LANCASTER NEW ERA (Pennsylvania) 06 December 05 What not to put on your Christmas list - Consumers cautioned against "impulse" purchases of snakes, other reptiles as holiday gifts. (Ad Crable)
Lancaster County, Pennsylvania: If you’re trying to come up with a different Christmas gift this year, don’t settle on a Burmese python, boa constrictor, iguana or various other reptiles that are being abandoned as pets as they outgrow their welcome.
Do your friend or loved one — and the reptile — a favor. Think before you buy.
Jesse Rothacker, who runs Forgotten Friend Reptile Sanctuary (www.forgottenfriend.org) in Lititz, calls them impulse buyers. Purchasing a cute snake, turtle or lizard seems like such a unique idea at the time. But often, they end up growing far larger than the owners knew and take more care than the casual pet owner is willing to commit to.
They end up neglected or illegally abandoned in the wild, where they die or create havoc for native species.
A lucky few make it to places like Forgotten Friend, which finds caring homes for unwanted reptiles. The nonprofit service tries to find homes for reptiles of all shapes and sizes. They do not keep any venomous or large reptiles at the facility out of respect for the concerns of neighbors.
Rothacker got calls on no fewer than three Burmese pythons last week whose owners no longer wanted, or could not provide care. One, Bubbles, is an 8-year-old, 13-foot-long Burmese python whose owners took it to the Humane League of Lancaster County, which then contacted Rothacker.
The snake was gushing fluids from its lung, indicating an advanced respiratory infection. Brian Zahm, a 23-year-old HACC student from Warwick Township, is providing the snake a foster home.

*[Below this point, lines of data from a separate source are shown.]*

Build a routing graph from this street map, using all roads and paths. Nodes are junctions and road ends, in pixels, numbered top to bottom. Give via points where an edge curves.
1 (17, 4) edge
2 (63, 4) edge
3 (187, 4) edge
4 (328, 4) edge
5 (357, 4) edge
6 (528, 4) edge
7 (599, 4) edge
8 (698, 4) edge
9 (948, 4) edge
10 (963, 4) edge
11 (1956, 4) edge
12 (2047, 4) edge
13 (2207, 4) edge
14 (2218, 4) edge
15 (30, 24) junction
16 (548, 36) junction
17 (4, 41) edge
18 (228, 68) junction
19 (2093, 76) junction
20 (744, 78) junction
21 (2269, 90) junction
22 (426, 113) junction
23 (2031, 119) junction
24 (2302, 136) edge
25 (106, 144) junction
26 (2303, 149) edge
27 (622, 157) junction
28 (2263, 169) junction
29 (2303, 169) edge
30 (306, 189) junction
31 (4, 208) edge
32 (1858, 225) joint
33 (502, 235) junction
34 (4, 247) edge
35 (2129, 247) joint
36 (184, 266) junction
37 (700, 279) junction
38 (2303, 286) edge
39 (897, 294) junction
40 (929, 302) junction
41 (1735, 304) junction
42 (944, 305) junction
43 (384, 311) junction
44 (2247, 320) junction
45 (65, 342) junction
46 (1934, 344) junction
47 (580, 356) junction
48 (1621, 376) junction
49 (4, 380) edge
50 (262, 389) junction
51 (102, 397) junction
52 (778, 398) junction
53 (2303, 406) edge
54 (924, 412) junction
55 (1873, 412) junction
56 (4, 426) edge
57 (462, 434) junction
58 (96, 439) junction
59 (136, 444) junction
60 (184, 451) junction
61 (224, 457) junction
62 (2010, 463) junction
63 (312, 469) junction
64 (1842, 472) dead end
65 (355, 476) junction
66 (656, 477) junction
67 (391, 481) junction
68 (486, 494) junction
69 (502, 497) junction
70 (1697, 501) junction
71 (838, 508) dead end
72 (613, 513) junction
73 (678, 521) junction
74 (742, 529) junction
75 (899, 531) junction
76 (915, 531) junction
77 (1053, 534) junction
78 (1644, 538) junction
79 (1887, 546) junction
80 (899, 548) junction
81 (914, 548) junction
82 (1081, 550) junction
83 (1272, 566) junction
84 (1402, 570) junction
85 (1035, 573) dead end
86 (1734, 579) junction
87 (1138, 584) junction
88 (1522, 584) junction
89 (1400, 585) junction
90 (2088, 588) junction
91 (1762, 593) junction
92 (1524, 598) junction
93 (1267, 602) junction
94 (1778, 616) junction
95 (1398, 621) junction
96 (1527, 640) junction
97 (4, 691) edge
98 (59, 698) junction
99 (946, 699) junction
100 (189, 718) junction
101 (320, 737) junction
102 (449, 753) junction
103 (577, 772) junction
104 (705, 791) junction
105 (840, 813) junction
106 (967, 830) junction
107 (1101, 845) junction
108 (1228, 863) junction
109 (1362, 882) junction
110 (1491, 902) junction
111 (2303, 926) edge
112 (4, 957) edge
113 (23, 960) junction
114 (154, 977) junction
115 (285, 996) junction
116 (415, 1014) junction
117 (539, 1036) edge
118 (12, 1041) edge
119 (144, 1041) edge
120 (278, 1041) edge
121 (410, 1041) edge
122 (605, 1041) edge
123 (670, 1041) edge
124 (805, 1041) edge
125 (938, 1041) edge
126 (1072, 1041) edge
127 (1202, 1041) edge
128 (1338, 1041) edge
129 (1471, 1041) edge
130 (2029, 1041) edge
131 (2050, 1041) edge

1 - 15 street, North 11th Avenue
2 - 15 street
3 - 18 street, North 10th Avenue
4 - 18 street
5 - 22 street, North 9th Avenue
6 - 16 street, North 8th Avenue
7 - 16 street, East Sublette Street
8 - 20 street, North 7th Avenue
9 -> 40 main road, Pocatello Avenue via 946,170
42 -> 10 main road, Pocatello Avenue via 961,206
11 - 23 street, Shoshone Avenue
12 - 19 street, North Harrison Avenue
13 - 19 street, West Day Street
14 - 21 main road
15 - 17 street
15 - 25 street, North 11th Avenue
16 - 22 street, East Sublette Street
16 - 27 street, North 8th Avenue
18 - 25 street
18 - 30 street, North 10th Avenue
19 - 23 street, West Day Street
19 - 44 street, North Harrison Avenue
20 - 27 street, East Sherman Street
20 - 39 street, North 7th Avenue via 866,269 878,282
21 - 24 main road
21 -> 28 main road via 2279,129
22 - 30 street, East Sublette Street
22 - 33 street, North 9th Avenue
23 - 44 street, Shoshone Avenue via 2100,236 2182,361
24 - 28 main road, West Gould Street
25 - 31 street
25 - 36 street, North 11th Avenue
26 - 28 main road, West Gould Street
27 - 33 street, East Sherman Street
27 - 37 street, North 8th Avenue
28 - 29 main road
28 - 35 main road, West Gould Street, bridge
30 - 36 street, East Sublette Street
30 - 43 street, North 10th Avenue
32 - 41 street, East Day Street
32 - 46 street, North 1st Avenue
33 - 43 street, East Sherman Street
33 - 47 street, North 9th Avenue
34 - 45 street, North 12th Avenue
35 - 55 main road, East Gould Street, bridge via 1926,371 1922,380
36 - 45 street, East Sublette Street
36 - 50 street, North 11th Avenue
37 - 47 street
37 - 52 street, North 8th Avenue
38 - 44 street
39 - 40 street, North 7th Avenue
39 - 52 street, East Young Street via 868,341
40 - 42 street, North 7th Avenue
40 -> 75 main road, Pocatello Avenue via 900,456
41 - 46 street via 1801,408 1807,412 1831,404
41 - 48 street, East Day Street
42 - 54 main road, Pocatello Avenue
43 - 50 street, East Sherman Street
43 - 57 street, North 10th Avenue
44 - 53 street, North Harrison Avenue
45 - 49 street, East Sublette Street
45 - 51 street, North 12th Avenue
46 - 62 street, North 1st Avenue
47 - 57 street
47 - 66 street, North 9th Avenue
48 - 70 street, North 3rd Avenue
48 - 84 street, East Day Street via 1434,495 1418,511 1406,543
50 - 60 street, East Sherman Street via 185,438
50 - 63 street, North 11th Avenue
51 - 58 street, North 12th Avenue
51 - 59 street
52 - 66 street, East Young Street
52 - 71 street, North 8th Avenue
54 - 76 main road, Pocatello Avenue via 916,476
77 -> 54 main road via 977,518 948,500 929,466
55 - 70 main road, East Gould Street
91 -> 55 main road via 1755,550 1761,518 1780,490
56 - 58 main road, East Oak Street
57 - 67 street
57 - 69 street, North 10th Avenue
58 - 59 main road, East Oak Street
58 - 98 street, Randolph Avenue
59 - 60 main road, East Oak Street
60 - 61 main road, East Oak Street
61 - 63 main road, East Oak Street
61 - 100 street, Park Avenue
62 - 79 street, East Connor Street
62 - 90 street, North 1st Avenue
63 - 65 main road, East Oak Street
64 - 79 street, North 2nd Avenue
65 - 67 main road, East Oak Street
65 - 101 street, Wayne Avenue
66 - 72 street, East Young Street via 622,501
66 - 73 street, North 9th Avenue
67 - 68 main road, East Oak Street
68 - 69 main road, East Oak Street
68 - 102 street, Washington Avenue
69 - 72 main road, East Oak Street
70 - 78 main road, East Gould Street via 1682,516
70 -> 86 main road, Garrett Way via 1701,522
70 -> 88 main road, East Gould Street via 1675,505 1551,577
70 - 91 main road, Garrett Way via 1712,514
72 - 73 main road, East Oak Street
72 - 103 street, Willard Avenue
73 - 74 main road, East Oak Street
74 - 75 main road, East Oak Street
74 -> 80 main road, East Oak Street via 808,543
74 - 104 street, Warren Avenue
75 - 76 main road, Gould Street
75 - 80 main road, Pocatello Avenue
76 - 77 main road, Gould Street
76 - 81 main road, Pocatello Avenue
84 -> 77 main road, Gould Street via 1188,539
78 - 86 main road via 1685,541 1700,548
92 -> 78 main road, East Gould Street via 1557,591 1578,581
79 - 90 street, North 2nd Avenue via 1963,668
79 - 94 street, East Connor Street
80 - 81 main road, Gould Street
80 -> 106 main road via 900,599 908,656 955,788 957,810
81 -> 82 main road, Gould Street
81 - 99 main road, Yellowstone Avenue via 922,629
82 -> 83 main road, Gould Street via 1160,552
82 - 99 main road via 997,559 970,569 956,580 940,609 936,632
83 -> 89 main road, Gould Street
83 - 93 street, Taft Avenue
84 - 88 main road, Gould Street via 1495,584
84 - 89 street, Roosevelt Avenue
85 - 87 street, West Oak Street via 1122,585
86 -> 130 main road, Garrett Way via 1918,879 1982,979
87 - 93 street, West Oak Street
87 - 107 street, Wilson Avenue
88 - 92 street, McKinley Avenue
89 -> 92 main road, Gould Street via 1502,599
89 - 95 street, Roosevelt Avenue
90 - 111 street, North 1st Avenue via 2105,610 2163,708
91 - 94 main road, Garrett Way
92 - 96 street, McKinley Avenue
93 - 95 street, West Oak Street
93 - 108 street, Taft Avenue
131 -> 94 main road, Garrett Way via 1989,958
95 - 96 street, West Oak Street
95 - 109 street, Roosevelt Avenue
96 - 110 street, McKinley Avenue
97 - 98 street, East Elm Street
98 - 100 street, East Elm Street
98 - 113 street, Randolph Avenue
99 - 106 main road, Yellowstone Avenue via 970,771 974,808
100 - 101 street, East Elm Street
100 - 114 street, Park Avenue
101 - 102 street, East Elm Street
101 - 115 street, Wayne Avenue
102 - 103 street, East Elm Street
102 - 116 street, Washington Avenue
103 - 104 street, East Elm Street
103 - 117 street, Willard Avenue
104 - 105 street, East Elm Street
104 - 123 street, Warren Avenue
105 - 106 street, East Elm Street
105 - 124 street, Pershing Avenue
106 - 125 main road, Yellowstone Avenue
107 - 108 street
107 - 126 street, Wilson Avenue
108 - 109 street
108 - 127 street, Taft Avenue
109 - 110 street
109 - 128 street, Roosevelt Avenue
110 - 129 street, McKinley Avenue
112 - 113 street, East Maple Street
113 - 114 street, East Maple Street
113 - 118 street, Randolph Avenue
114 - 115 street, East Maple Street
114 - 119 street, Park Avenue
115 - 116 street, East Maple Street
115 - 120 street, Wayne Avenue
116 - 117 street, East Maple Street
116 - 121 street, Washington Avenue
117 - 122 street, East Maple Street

Many people who buy Burmese pythons give them up after two years, when the animals grow to 10 feet in length, Rothacker notes. That’s when their diets need food from rabbits to chickens to goats.
“Ask yourself if you’re going to have a baby in the next 30 years,” suggests Rothacker, noting the snake’s long lifespan. “Not a good combination with a large constrictor in the house.”
Yet Burmese pythons and red tail boa constrictors, which grow up to 10 feet, remain the two most common “big snakes” found in pet stores.
Better choices among snakes, Rothacker says, are corn snakes, black rat snakes and ball pythons, which max out at around 4 feet. All three are easy to handle, very docile and have simple care requirements.
Another unwise choice for a pet, in Rothacker’s eyes, would be sulcata tortoises and red ear sliders, both turtles. The sulcata is the third-largest tortoise in the world and may eat your landscaping and dig 10- to 20-foot burrows in your yard. They eat all the time, which makes cleaning up after them akin to having a horse.
Native to Central America and the southern U.S., sliders released into Pennsylvania are choking out the state’s native turtles. Better alternatives are the Russian or red foot tortoise.
But Rothacker considers iguanas the most unwanted reptile as a pet. “The surplus of unwanted iguanas is so bad that PetSmart stopped selling them,” he says. “They leave welts by tail-whipping and have teeth and claws that can do much worse. They are not for first-timers.” They also grow to 6 feet and need lots of climbing room.
Savanna monitors also are on Rothacker’s unwanted list for similar reasons.
Better choices would be a leopard gecko or bearded dragon.